:: AIM OF THE EXERCISE ::
What is needed is a single figure: how many lines of the records below contain the word "Островского".

:: DATA UNDER STUDY ::
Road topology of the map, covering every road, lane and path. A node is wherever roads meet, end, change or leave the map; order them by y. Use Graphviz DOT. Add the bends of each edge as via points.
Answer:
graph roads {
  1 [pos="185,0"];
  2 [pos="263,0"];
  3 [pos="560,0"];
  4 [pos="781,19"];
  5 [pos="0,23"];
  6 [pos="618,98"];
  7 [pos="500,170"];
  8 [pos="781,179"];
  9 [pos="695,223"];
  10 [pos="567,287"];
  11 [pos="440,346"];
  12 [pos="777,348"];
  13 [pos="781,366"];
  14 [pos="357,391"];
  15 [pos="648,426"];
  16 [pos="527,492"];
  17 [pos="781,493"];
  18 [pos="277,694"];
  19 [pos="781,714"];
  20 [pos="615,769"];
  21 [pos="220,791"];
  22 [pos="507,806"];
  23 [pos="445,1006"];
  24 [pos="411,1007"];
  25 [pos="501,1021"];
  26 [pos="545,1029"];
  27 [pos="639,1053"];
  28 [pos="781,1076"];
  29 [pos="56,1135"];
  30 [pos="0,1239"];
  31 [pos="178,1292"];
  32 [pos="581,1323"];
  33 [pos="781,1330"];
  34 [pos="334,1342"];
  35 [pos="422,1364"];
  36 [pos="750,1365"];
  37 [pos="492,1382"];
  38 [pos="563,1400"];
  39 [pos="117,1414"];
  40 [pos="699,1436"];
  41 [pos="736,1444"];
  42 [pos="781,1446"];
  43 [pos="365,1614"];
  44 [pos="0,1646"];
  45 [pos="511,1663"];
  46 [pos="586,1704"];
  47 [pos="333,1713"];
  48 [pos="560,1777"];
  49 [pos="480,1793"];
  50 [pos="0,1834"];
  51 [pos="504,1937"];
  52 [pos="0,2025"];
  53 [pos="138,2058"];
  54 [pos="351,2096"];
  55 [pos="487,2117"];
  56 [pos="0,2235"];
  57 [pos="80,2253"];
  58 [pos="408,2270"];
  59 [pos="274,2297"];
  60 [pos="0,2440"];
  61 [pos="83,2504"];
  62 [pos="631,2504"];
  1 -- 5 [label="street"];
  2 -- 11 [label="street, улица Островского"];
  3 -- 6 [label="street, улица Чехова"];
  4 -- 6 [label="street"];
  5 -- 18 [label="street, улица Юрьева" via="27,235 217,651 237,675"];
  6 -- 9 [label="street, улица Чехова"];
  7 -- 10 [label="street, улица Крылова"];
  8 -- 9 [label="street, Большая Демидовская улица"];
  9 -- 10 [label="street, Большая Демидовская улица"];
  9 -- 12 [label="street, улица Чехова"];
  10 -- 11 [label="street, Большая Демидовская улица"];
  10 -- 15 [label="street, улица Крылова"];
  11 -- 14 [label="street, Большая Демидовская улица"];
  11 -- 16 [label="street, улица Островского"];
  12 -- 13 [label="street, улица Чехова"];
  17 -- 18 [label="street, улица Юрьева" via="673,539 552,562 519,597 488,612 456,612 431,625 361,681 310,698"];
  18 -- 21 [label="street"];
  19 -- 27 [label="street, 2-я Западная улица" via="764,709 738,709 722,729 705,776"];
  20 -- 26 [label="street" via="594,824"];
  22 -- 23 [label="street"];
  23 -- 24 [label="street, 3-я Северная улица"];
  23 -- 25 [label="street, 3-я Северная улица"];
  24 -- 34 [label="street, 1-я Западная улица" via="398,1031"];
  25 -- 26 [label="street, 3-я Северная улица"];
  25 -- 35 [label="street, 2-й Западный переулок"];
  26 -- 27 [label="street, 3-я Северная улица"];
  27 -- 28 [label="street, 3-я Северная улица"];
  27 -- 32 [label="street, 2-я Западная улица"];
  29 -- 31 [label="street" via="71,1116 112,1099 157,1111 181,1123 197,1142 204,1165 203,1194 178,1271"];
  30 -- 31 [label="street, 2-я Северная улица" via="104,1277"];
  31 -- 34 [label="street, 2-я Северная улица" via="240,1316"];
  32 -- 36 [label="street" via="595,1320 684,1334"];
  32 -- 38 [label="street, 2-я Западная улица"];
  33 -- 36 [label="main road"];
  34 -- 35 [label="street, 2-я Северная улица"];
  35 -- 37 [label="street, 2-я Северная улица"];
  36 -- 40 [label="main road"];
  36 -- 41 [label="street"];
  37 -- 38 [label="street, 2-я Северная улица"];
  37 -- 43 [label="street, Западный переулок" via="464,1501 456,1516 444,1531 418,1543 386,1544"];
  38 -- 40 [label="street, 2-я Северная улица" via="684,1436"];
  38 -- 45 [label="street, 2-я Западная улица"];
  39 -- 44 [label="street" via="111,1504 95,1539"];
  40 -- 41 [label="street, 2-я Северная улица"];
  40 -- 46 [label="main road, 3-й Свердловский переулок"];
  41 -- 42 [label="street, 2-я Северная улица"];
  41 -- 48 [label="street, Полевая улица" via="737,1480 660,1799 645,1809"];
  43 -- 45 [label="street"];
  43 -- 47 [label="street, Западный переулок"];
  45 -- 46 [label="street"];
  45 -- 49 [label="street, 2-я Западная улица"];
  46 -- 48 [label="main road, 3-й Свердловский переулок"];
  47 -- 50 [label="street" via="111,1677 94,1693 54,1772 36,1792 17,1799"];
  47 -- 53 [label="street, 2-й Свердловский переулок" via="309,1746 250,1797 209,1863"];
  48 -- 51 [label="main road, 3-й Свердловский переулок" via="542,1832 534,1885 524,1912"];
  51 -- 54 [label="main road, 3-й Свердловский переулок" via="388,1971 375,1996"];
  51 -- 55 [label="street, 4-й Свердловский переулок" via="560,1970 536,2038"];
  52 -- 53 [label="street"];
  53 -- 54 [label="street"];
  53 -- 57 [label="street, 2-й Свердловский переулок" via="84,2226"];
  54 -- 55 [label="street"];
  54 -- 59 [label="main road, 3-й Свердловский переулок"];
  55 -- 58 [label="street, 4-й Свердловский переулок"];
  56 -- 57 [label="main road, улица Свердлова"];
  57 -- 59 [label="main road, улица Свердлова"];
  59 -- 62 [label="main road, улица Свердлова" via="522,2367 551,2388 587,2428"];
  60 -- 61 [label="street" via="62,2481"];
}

--

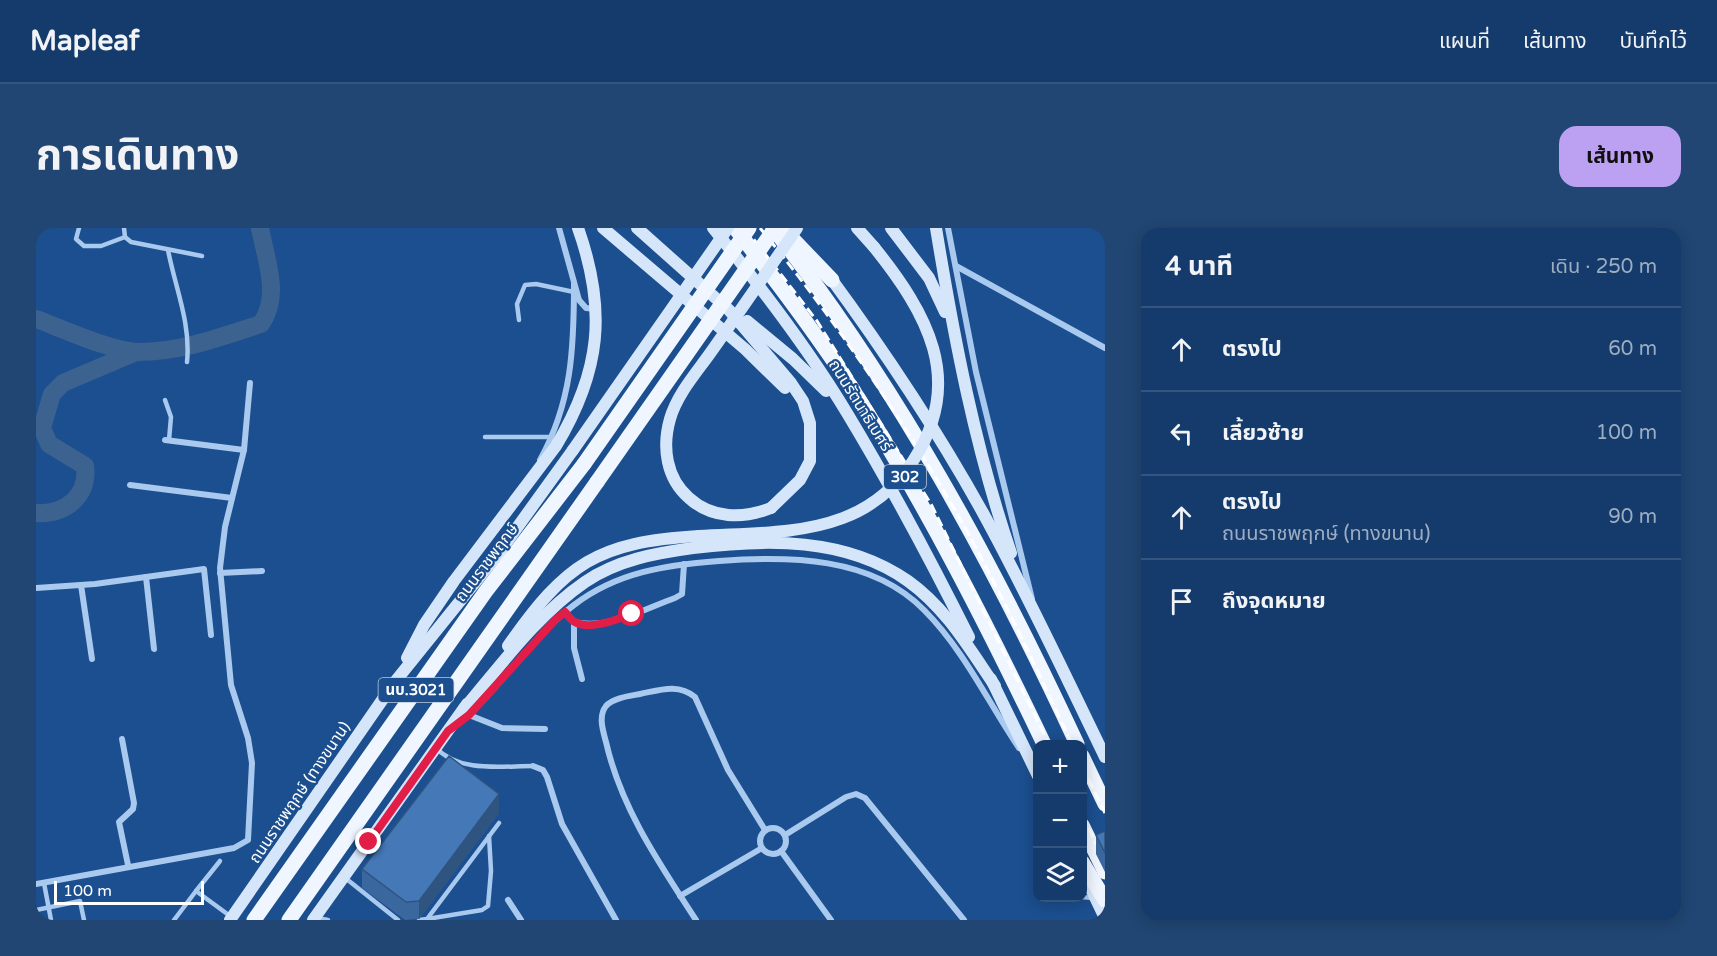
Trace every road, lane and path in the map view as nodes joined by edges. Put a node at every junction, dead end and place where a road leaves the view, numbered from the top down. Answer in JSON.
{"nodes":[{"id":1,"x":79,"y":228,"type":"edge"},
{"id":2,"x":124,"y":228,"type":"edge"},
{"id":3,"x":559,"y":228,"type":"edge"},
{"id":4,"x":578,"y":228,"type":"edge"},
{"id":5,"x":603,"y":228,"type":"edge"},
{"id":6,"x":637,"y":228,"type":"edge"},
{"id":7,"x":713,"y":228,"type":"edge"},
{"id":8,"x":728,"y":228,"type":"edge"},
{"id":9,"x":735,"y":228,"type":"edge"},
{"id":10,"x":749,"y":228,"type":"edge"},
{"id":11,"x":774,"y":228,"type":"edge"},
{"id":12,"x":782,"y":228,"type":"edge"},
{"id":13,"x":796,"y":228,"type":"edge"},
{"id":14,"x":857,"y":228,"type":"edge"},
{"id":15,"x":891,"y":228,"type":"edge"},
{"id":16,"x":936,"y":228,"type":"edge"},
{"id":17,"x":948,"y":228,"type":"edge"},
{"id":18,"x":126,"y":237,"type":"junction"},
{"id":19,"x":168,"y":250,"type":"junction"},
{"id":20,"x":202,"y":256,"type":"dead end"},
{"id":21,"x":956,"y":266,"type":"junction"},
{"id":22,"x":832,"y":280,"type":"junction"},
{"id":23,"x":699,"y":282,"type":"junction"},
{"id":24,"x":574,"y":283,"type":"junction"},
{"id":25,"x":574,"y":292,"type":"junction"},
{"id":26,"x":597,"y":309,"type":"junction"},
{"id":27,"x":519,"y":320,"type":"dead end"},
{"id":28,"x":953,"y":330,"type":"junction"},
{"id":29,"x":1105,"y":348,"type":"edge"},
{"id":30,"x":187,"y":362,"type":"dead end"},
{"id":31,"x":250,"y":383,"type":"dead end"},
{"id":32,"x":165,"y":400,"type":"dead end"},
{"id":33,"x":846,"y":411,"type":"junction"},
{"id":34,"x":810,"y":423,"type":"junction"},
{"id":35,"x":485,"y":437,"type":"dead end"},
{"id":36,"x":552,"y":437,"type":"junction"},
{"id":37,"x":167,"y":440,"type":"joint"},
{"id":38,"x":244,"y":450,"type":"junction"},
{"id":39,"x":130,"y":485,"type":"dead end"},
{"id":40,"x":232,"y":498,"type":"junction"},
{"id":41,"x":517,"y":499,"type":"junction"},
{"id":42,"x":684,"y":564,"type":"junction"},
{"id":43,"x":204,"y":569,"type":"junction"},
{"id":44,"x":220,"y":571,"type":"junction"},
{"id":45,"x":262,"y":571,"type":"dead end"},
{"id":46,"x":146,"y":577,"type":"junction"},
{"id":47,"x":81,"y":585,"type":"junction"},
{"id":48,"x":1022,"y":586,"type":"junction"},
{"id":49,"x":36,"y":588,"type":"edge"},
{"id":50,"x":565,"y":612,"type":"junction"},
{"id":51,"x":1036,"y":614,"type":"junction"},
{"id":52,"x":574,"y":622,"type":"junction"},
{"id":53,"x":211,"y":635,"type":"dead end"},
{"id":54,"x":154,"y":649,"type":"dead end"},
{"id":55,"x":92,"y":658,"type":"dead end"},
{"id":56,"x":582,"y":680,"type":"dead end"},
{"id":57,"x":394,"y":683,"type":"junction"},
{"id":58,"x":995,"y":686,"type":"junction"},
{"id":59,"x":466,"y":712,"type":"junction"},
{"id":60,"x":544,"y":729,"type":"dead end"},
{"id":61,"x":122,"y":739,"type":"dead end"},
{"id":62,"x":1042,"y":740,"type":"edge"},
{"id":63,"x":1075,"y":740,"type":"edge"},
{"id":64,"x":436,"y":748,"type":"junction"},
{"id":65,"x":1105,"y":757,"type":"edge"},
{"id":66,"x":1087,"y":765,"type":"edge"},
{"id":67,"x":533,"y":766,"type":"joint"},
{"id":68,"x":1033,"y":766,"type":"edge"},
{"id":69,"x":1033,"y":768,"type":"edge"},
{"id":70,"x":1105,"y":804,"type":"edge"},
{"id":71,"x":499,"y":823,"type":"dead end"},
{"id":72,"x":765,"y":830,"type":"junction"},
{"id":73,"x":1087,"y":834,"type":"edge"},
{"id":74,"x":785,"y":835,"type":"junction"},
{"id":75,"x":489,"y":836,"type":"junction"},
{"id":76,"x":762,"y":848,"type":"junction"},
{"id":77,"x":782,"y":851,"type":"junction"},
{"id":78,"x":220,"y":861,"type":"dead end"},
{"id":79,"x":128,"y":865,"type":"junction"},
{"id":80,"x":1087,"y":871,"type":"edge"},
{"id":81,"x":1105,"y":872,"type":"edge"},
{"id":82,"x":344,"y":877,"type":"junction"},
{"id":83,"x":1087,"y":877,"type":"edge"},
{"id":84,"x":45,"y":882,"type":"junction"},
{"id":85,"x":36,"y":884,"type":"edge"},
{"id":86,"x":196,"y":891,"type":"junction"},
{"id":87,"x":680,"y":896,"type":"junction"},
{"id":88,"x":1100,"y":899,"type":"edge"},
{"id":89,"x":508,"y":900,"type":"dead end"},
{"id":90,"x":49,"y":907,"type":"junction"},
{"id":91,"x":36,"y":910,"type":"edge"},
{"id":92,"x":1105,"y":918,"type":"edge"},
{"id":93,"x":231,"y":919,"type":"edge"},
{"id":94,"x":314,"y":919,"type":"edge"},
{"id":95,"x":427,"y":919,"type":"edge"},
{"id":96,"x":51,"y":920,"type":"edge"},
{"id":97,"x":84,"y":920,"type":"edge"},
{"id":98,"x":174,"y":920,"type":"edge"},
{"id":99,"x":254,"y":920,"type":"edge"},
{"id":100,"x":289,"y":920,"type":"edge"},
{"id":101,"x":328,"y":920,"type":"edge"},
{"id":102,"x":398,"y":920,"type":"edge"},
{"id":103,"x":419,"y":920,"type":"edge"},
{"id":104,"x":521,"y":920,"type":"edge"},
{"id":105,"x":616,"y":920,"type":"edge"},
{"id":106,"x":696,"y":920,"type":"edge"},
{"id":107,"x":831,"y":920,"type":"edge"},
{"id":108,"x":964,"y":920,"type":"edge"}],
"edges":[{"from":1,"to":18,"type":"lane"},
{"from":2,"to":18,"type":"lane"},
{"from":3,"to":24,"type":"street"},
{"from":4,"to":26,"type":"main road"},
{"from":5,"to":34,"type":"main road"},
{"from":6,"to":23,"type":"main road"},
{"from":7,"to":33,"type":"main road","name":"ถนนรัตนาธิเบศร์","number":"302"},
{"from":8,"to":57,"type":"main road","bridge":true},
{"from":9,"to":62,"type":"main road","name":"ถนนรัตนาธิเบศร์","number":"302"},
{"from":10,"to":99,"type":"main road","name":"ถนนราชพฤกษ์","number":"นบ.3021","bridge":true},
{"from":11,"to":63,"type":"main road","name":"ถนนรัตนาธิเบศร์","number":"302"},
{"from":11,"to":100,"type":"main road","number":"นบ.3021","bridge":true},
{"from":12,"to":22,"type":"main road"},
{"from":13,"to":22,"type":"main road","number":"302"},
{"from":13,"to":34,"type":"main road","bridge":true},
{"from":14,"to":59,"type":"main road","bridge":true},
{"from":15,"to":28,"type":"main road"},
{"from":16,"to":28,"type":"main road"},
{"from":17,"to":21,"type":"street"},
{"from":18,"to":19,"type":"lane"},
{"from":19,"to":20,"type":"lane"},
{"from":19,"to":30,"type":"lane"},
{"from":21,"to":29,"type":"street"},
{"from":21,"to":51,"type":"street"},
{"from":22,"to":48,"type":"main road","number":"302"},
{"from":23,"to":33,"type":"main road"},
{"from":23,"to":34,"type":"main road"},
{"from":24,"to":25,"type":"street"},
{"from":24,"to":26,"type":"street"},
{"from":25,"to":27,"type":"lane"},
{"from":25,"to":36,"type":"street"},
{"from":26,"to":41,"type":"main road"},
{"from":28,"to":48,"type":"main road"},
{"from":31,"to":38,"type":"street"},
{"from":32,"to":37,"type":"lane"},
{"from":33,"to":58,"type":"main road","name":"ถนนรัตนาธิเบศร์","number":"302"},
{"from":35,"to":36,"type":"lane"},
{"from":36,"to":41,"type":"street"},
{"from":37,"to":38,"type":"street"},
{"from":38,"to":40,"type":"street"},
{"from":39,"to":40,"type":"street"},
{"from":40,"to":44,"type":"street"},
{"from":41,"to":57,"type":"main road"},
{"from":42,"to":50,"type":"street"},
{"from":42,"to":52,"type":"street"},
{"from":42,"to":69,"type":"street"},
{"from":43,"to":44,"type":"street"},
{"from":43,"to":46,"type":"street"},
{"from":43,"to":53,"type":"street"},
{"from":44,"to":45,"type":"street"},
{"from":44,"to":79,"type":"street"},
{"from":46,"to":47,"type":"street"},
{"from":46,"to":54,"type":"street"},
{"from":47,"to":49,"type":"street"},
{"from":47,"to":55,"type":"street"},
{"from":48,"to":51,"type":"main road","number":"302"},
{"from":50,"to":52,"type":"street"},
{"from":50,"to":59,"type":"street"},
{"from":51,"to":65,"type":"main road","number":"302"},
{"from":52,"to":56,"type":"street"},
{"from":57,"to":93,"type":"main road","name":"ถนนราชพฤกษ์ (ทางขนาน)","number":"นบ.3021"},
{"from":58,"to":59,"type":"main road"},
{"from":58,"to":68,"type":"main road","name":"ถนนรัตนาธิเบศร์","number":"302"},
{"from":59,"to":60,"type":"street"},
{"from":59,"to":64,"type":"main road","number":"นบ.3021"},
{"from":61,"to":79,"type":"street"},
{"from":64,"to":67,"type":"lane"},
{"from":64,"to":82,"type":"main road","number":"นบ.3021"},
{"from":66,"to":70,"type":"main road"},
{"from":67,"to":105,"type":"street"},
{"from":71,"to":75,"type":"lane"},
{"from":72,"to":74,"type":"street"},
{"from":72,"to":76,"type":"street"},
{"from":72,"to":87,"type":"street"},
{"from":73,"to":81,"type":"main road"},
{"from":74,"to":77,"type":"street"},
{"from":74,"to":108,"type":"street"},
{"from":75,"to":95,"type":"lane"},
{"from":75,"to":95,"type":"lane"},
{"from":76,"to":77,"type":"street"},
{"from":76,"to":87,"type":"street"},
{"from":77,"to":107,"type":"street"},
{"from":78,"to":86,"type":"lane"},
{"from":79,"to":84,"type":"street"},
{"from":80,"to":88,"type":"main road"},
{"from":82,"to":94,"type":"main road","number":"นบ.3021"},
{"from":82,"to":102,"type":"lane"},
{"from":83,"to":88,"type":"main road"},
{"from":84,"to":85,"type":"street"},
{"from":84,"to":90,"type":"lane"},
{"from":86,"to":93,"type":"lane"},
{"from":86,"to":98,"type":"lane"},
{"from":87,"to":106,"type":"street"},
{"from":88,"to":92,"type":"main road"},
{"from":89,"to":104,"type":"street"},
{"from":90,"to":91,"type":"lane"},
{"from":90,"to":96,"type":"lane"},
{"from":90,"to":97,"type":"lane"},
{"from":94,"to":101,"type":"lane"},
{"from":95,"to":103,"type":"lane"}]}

* * *

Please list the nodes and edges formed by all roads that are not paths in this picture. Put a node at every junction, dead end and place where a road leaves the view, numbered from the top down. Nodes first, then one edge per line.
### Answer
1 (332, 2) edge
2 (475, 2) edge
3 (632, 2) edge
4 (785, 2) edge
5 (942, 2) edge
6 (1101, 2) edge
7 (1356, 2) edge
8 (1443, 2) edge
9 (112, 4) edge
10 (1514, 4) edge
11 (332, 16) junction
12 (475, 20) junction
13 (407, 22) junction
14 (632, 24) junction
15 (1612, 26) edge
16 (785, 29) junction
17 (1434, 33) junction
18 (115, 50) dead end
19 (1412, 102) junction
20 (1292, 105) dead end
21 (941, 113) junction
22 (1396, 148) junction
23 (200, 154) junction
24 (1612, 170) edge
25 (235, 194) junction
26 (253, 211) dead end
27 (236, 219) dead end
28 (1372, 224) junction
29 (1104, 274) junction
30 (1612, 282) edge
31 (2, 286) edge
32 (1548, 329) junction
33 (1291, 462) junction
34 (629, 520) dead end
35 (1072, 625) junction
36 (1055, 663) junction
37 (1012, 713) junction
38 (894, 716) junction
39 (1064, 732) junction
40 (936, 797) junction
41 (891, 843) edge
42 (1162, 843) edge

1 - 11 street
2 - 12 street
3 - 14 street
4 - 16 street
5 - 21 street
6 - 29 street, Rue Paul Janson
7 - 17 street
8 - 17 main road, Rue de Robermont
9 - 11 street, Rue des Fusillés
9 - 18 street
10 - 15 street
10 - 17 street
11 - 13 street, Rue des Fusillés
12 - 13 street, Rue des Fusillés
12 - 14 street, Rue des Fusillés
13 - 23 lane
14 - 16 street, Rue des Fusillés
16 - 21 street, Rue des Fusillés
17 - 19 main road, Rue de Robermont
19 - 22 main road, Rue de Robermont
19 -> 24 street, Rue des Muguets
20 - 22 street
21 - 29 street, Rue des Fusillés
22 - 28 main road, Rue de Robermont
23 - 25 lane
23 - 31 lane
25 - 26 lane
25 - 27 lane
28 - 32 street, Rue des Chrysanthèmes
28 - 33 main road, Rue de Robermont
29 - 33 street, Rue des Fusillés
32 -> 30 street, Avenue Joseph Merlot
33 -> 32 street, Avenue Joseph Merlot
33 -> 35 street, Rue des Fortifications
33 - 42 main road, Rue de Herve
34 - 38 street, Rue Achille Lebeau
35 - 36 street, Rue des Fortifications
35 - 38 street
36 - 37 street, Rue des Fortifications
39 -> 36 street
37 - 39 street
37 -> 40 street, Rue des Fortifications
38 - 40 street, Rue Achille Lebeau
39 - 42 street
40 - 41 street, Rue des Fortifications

:: RESPONSE AREA ::
2